* [Dataset]:
>>>

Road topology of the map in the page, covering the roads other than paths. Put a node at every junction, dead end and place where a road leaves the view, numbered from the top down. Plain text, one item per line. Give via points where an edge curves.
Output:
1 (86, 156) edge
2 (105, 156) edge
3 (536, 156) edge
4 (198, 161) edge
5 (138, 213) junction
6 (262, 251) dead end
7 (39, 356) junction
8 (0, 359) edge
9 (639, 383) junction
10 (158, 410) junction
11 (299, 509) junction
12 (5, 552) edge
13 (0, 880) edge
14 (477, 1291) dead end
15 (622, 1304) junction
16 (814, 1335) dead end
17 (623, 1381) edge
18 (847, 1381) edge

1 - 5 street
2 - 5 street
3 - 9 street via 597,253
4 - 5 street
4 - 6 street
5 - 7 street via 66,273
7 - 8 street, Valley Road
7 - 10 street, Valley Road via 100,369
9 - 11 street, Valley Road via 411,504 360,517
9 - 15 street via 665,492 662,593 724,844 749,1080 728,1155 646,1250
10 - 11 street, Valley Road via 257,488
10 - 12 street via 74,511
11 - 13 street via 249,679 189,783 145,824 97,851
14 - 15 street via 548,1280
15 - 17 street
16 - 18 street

<<<

* [Exercise]:
Word for word, give the whole listing again.

* [Expected output]:
Road topology of the map in the page, covering the roads other than paths. Put a node at every junction, dead end and place where a road leaves the view, numbered from the top down. Plain text, one item per line. Give via points where an edge curves.
Output:
1 (86, 156) edge
2 (105, 156) edge
3 (536, 156) edge
4 (198, 161) edge
5 (138, 213) junction
6 (262, 251) dead end
7 (39, 356) junction
8 (0, 359) edge
9 (639, 383) junction
10 (158, 410) junction
11 (299, 509) junction
12 (5, 552) edge
13 (0, 880) edge
14 (477, 1291) dead end
15 (622, 1304) junction
16 (814, 1335) dead end
17 (623, 1381) edge
18 (847, 1381) edge

1 - 5 street
2 - 5 street
3 - 9 street via 597,253
4 - 5 street
4 - 6 street
5 - 7 street via 66,273
7 - 8 street, Valley Road
7 - 10 street, Valley Road via 100,369
9 - 11 street, Valley Road via 411,504 360,517
9 - 15 street via 665,492 662,593 724,844 749,1080 728,1155 646,1250
10 - 11 street, Valley Road via 257,488
10 - 12 street via 74,511
11 - 13 street via 249,679 189,783 145,824 97,851
14 - 15 street via 548,1280
15 - 17 street
16 - 18 street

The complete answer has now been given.